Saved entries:

+-------+

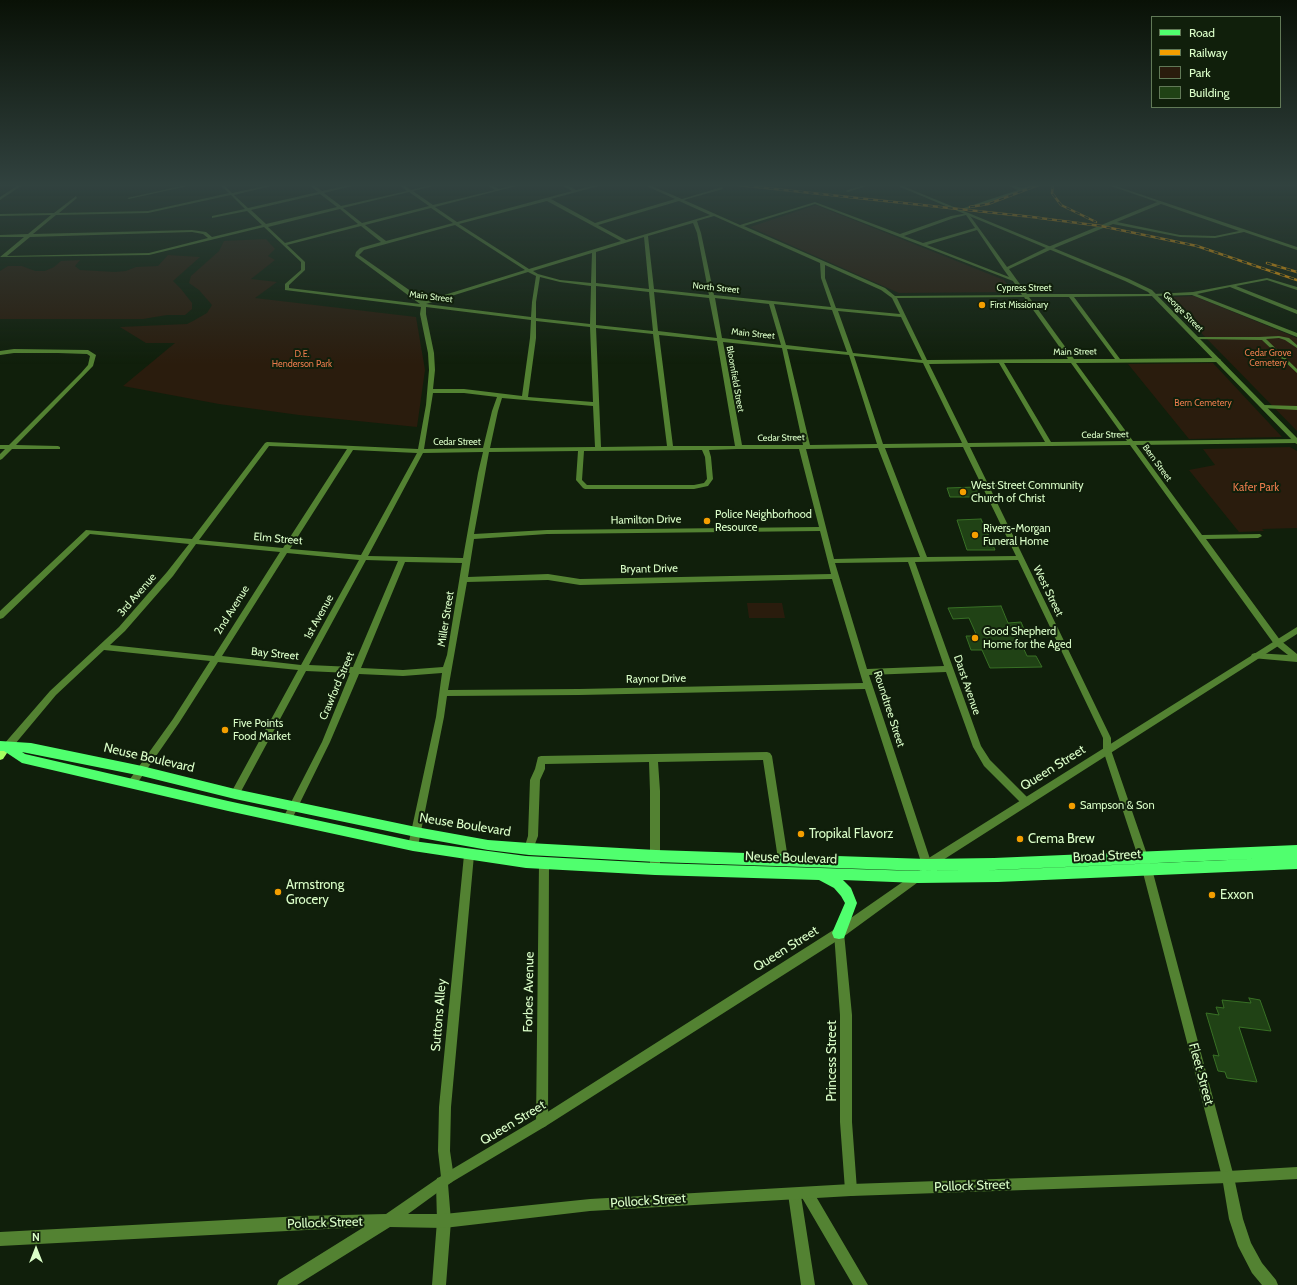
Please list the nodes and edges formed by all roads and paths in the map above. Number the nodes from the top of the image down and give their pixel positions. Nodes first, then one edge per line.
1 (18, 244) edge
2 (190, 244) edge
3 (285, 244) edge
4 (382, 244) edge
5 (487, 244) edge
6 (620, 244) edge
7 (647, 244) edge
8 (701, 244) edge
9 (781, 244) edge
10 (926, 244) edge
11 (988, 244) edge
12 (1040, 244) edge
13 (1059, 244) edge
14 (1280, 244) edge
15 (922, 245) joint
16 (1050, 248) junction
17 (1297, 250) edge
18 (594, 252) junction
19 (822, 262) junction
20 (1006, 268) junction
21 (529, 271) junction
22 (538, 276) junction
23 (1014, 280) junction
24 (594, 284) junction
25 (1231, 286) junction
26 (651, 289) junction
27 (1297, 290) edge
28 (1193, 293) junction
29 (1155, 295) junction
30 (711, 296) junction
31 (1026, 296) junction
32 (1071, 296) junction
33 (894, 297) junction
34 (771, 302) junction
35 (423, 305) junction
36 (834, 309) junction
37 (1297, 312) edge
38 (902, 316) junction
39 (533, 318) junction
40 (594, 326) junction
41 (657, 333) junction
42 (1297, 335) edge
43 (1197, 338) junction
44 (1256, 338) junction
45 (719, 340) junction
46 (784, 347) junction
47 (1297, 347) edge
48 (0, 353) edge
49 (852, 355) junction
50 (1218, 360) junction
51 (1073, 361) junction
52 (1119, 361) junction
53 (925, 362) junction
54 (1001, 362) junction
55 (1289, 364) junction
56 (1297, 364) edge
57 (1297, 372) edge
58 (431, 391) junction
59 (500, 396) junction
60 (525, 398) junction
61 (596, 404) junction
62 (1264, 408) junction
63 (1297, 408) edge
64 (1296, 442) edge
65 (1131, 443) junction
66 (267, 444) joint
67 (1049, 444) junction
68 (966, 445) junction
69 (881, 446) junction
70 (0, 447) edge
71 (11, 447) junction
72 (805, 447) junction
73 (58, 448) dead end
74 (670, 448) junction
75 (705, 448) junction
76 (738, 448) junction
77 (350, 449) junction
78 (581, 449) junction
79 (598, 449) junction
80 (421, 451) junction
81 (486, 451) junction
82 (0, 458) edge
83 (985, 486) junction
84 (1065, 488) dead end
85 (823, 528) junction
86 (1258, 536) dead end
87 (470, 537) junction
88 (1201, 537) junction
89 (194, 543) junction
90 (284, 551) junction
91 (365, 558) junction
92 (1020, 558) junction
93 (402, 560) junction
94 (911, 560) junction
95 (925, 560) junction
96 (467, 561) junction
97 (831, 561) junction
98 (835, 576) junction
99 (463, 580) junction
100 (0, 616) edge
101 (1297, 630) edge
102 (1277, 642) junction
103 (102, 647) junction
104 (1255, 656) junction
105 (215, 659) junction
106 (1297, 659) edge
107 (304, 668) junction
108 (950, 668) junction
109 (447, 670) junction
110 (356, 672) junction
111 (864, 672) junction
112 (868, 686) junction
113 (444, 692) junction
114 (2, 750) edge
115 (1107, 750) junction
116 (653, 758) junction
117 (142, 771) junction
118 (133, 782) junction
119 (235, 794) junction
120 (1026, 802) junction
121 (294, 806) junction
122 (288, 818) junction
123 (416, 832) junction
124 (413, 846) junction
125 (529, 849) junction
126 (1297, 851) edge
127 (469, 855) junction
128 (656, 856) junction
129 (783, 860) junction
130 (1145, 863) junction
131 (1297, 863) edge
132 (544, 864) junction
133 (927, 865) junction
134 (655, 869) junction
135 (821, 874) junction
136 (918, 876) junction
137 (839, 933) junction
138 (542, 1122) junction
139 (1297, 1173) edge
140 (1228, 1177) junction
141 (445, 1180) junction
142 (851, 1190) junction
143 (800, 1193) junction
144 (388, 1220) junction
145 (444, 1221) junction
146 (0, 1239) edge
147 (1267, 1284) edge
148 (284, 1285) edge
149 (439, 1285) edge
150 (808, 1285) edge
151 (861, 1285) edge

1 - 2 street
3 - 35 street, Main Street
4 - 35 street
5 - 21 street, North Street
6 - 18 street
7 - 26 street
8 - 30 street, Bloomfield Street
9 - 19 street
10 - 15 street
11 - 20 street, Bern Street
12 - 16 street, George Street
13 - 16 street
14 - 17 street
15 - 23 street
16 - 20 street
16 - 29 street, George Street
18 - 21 street
18 - 24 street
19 - 33 street
19 - 36 street
20 - 23 street, Bern Street
21 - 22 street, North Street
21 - 35 street
22 - 24 street, North Street
22 - 39 street
23 - 31 street, Bern Street
24 - 26 street, North Street
24 - 40 street
25 - 27 street, Cypress Street
25 - 28 street, Cypress Street
25 - 37 street
26 - 30 street, North Street
26 - 41 street
28 - 29 street, Cypress Street
28 - 42 street
29 - 32 street, Cypress Street
29 - 43 street, George Street
30 - 34 street, North Street
30 - 45 street, Bloomfield Street
31 - 32 street, Cypress Street
31 - 33 street, Cypress Street
31 - 51 street, Bern Street
32 - 52 street
33 - 38 street, West Street
34 - 36 street, North Street
34 - 46 street, Roundtree Street
35 - 39 street, Main Street
35 - 58 street, 1st Avenue
36 - 38 street, North Street
36 - 49 street
38 - 53 street, West Street
39 - 40 street, Main Street
39 - 60 street
40 - 41 street, Main Street
40 - 61 street
41 - 45 street, Main Street
41 - 74 street
43 - 44 street
43 - 50 street, George Street
44 - 47 street
44 - 55 street
45 - 46 street, Main Street
45 - 76 street, Bloomfield Street
46 - 49 street, Main Street
46 - 72 street, Roundtree Street
48 - 71 street
49 - 53 street, Main Street
49 - 69 street
50 - 52 street, Main Street
50 - 62 street, George Street
51 - 52 street, Main Street
51 - 54 street, Main Street
51 - 65 street, Bern Street
53 - 54 street, Main Street
53 - 68 street, West Street
54 - 67 street
55 - 56 street
55 - 57 street
58 - 59 street
58 - 80 street, 1st Avenue
59 - 60 street
59 - 81 street, Miller Street
60 - 61 street
61 - 79 street
62 - 63 street
62 - 64 street, George Street
64 - 65 street, Cedar Street
65 - 67 street, Cedar Street
65 - 88 street, Bern Street
66 - 77 street, Cedar Street
66 - 89 street, 3rd Avenue
67 - 68 street, Cedar Street
68 - 69 street, Cedar Street
68 - 83 street, West Street
69 - 72 street, Cedar Street
69 - 95 street
70 - 71 street
71 - 73 street
71 - 82 street
72 - 76 street, Cedar Street
72 - 85 street, Roundtree Street
74 - 75 street, Cedar Street
74 - 79 street, Cedar Street
75 - 76 street, Cedar Street
75 - 78 street
77 - 80 street, Cedar Street
77 - 90 street, 2nd Avenue
78 - 79 street, Cedar Street
78 - 81 street, Cedar Street
80 - 81 street, Cedar Street
80 - 91 street, 1st Avenue
81 - 87 street, Miller Street
83 - 84 street
83 - 92 street, West Street
85 - 87 street, Hamilton Drive
85 - 97 street, Roundtree Street
86 - 88 street
87 - 96 street, Miller Street
88 - 102 street, Bern Street
89 - 90 street, Elm Street
89 - 100 street, Elm Street
89 - 103 street, 3rd Avenue
90 - 91 street, Elm Street
90 - 105 street, 2nd Avenue
91 - 93 street, Elm Street
91 - 107 street, 1st Avenue
92 - 95 street
92 - 115 street, West Street
93 - 96 street, Elm Street
93 - 110 street, Crawford Street
94 - 95 street
94 - 97 street
94 - 108 street, Darst Avenue
96 - 99 street, Miller Street
97 - 98 street, Roundtree Street
98 - 99 street, Bryant Drive
98 - 111 street, Roundtree Street
99 - 109 street, Miller Street
101 - 102 street, Queen Street
102 - 104 street, Queen Street
102 - 106 street, Bern Street
103 - 105 street, Bay Street
103 - 114 street, 3rd Avenue
104 - 106 street
104 - 115 street, Queen Street
105 - 107 street, Bay Street
105 - 117 street, 2nd Avenue
107 - 110 street, Bay Street
107 - 119 street, 1st Avenue
108 - 111 street
108 - 120 street, Darst Avenue
109 - 110 street, Bay Street
109 - 113 street, Miller Street
110 - 121 street, Crawford Street
111 - 112 street, Roundtree Street
112 - 113 street, Raynor Drive
112 - 133 street, Roundtree Street
113 - 123 street, Miller Street
114 - 117 main road, Neuse Boulevard
114 - 118 main road, Neuse Boulevard
115 - 120 street, Queen Street
115 - 130 street, West Street
116 - 125 street
116 - 128 street
116 - 129 street
117 - 118 street, 2nd Avenue
117 - 119 main road, Neuse Boulevard
118 - 122 main road, Neuse Boulevard
119 - 121 main road, Neuse Boulevard
120 - 133 street, Queen Street
121 - 122 street, Crawford Street
121 - 123 main road, Neuse Boulevard
122 - 124 main road, Neuse Boulevard
123 - 124 street, Miller Street
123 - 125 main road, Neuse Boulevard
124 - 127 main road, Neuse Boulevard
125 - 128 main road, Neuse Boulevard
126 - 130 main road, Broad Street
127 - 132 main road, Neuse Boulevard
127 - 141 street, Suttons Alley
128 - 129 main road, Neuse Boulevard
128 - 134 street
129 - 133 main road, Neuse Boulevard
130 - 131 main road, Broad Street
130 - 133 main road, Broad Street
130 - 136 main road, Broad Street
130 - 140 street, Fleet Street
132 - 134 main road, Neuse Boulevard
132 - 138 street, Forbes Avenue
133 - 136 street, Queen Street
134 - 135 main road, Neuse Boulevard
135 - 136 main road, Neuse Boulevard
135 - 137 main road
136 - 137 street, Queen Street
137 - 138 street, Queen Street
137 - 142 street, Princess Street
138 - 141 street, Queen Street
139 - 140 street, Pollock Street
140 - 142 street, Pollock Street
140 - 147 street, Fleet Street
141 - 144 street, Queen Street
141 - 145 street, Suttons Alley
142 - 143 street, Pollock Street
143 - 145 street, Pollock Street
143 - 150 street
143 - 151 street
144 - 145 street, Pollock Street
144 - 146 street, Pollock Street
144 - 148 street, Queen Street
145 - 149 street, Suttons Alley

+-------+

**Task goal**
Would you copy all lines in the records where the string "Bern" appears?

**Exercise output**
11 - 20 street, Bern Street
20 - 23 street, Bern Street
23 - 31 street, Bern Street
31 - 51 street, Bern Street
51 - 65 street, Bern Street
65 - 88 street, Bern Street
88 - 102 street, Bern Street
102 - 106 street, Bern Street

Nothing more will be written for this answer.